The present invention relates generally to techniques for analyzing a rhythm structure of a music audio data set. The present invention is applicable, for example, to apparatus and methods for creating accompaniment progression data by setting, in a performance progression order, accompaniment styles related to an accompaniment performance included in audio data of a music piece. The present invention relates more particularly to a technique for analyzing a music piece audio data set whose accurate beat positions are unknown and thereby identifying an accompaniment style having an accompaniment pattern most similar to an accompaniment performed in the music piece audio data set.
In the field of electronic musical instruments, sequencers, etc., it has been conventional to create in advance accompaniment progression data (also called “accompaniment sequence data”) indicating accompaniment pattern data of which one of accompaniment styles, such as rock, pop and jazz and which one of sections, such as intro, main and ending, classified on an accompaniment-style-by-accompaniment-style basis are to be performed in what order. When a user wants to perform a desired music piece with a musical instrument, he or she selects accompaniment progression data matching the desired music piece and causes automatic accompaniment sounds to be audibly reproduced according to the selected accompaniment progression data by use of an electronic musical instrument or sequencer. Thus, while the user is executing a melody performance of the desired music piece with the musical instrument, automatic accompaniment sounds based on the selected accompaniment progression data can be simultaneously reproduced in response to the progression of the melody, and thus, the user can readily enjoy a musical instrument performance with accompaniment. An example of such a technique is disclosed in Japanese Patent Application Laid-open Publication No. 2000-163064 (hereinafter referred to as “Patent Literature 1”).
Further, recently, a technique has been known which analyzes an audio signal to detect a rhythm pattern and then identifies a reference rhythm pattern most similar to the detected rhythm pattern by performing matching between the detected rhythm pattern and reference rhythm patterns prestored in a database or the like. In an apparatus disclosed in Japanese Patent Application Laid-open Publication No. 2008-275975 (hereinafter referred to as “Patent Literature 2”), for example, beat positions of an audio signal of a music piece are detected, time (or meter) and bar lines are determined on the basis of the detected beat positions, the audio signal is extracted per bar or measure on the basis of the determined bar lines, then a rhythm pattern is detected on the basis of a corresponding one of the extracted measure-by-measure audio signals, and then a reference rhythm pattern matching the detected rhythm pattern is identified. Namely, the prior art apparatus first determines bar lines in accordance with the detected beat positions, then a rhythm pattern is detected per measure based on the detected bar lines, and then performs rhythm pattern matching by comparing the detected rhythm pattern with the prestored reference rhythm patterns.

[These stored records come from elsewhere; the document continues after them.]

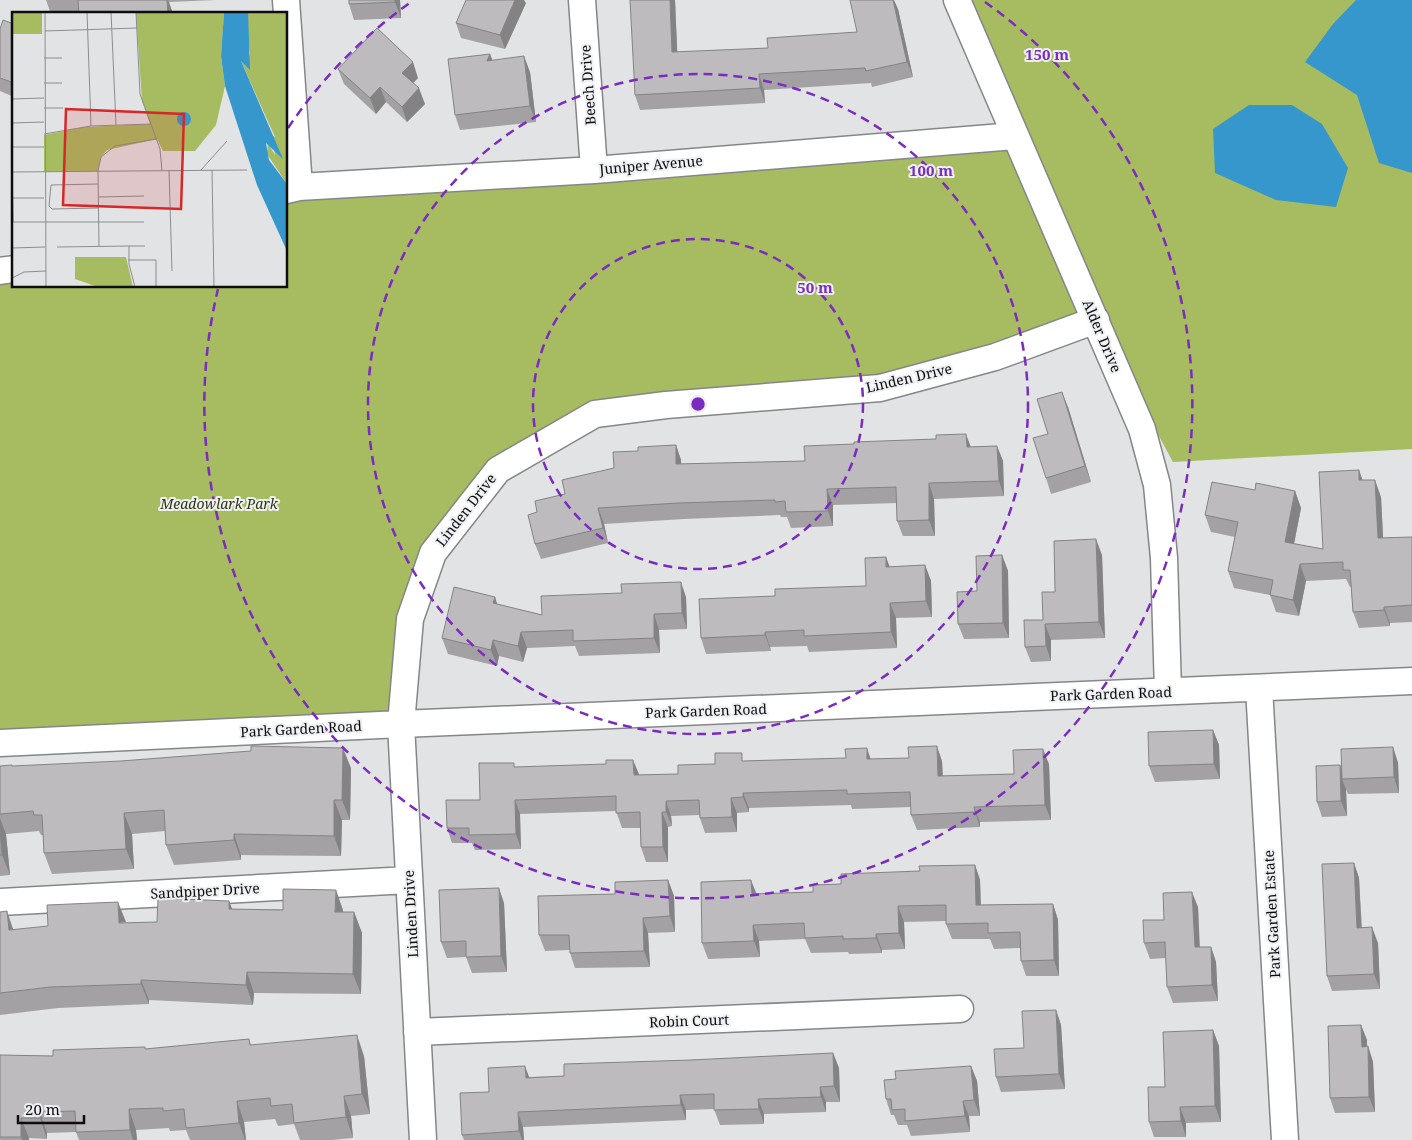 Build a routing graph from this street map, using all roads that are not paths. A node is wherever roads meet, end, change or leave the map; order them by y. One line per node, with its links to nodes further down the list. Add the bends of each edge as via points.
1 (582, 0): 5 (street, Beech Drive)
2 (957, 0): 4 (street, Alder Drive)
3 (288, 54): 6 (street)
4 (1015, 136): 5 (street, Juniper Avenue); 7 (street, Alder Drive)
5 (594, 170): 6 (street, Juniper Avenue)
6 (293, 189)
7 (1096, 320): 10 (street, Alder Drive, via 1142,429 1157,485 1164,558); 11 (street, Linden Drive, via 994,357 880,388 666,405 595,414 498,470 433,553 410,619)
8 (1412, 681): 9 (street, Park Garden Road)
9 (1259, 688): 10 (street, Park Garden Road); 18 (street, Park Garden Estate)
10 (1168, 691): 11 (street, Park Garden Road)
11 (401, 724): 12 (street, Park Garden Road); 13 (street, Linden Drive)
12 (0, 743)
13 (409, 880): 14 (street, Sandpiper Drive); 16 (street, Linden Drive)
14 (0, 902)
15 (960, 1009): 16 (street, Robin Court)
16 (417, 1032): 17 (street, Linden Drive)
17 (423, 1140)
18 (1285, 1140)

With the technique disclosed in Patent Literature 1, if accompaniment progression data has been created in advance, the user can, while executing a manual performance of a melody line, cause accompaniment, matching the melody line, to be performed with a simple operation. However, in a case where the user wants to perform manually, together with an automatic accompaniment, a music piece recorded on a newly released CD, for example, the user has to newly create accompaniment progression data matching the new music piece. But, in such a case, it is very likely that the user does not know which section data (hereinafter referred to also as “style data”) of which an accompaniment style should be selected. Even if the user selects a style data set, judging the style data set to be suitable, it often turns out that the selected style data set does not match the music piece to be performed, when the automatic accompaniment is actually executed. Thus, the user has no other choice than to create accompaniment progression data while applying suitable style data sets and confirming how the data sets work on a trial-and-error basis, but such operations tend to be very troublesome and time-consuming.
Therefore, it is conceivable to use the disclosed technique of Patent Literature 2 to analyze a rhythm pattern of the music piece and then create accompaniment progression data on the basis of the rhythm pattern analysis. However, because the disclosed technique of Patent Literature 2 detects positions of bar lines on the basis of beats detected through beat position detection of the audio signal, the detected positions of bar lines are not necessarily accurate. Namely, with the conventionally-known beat position detection scheme, it is difficult to accurately detect each beat of the meter of the music piece, and a half beat, two beats or the like may often be erroneously detected as one beat. In a case where tones or sounds of half notes occur successively over a plurality of measures from the beginning of a music piece of four-four time, for example, a length of a half note may be erroneously recognized as one beat, and a length of two measures may be detected as one measure. Further, in a case where sounds of eighth notes occur successively over a plurality of measures from the beginning of a music piece of four-four time, for example, a length of an eighth note may be erroneously recognized as one beat, and a length of a half measure may be detected as one measure. A rhythm pattern detected in accordance with bar line positions that may be inaccurate cannot necessarily be a rhythm pattern accurately reflecting therein a performance. Therefore, a style data set most similar to a performance pattern performed in the audio signal cannot necessarily be identified through matching between such an inaccurate rhythm pattern and the reference patterns.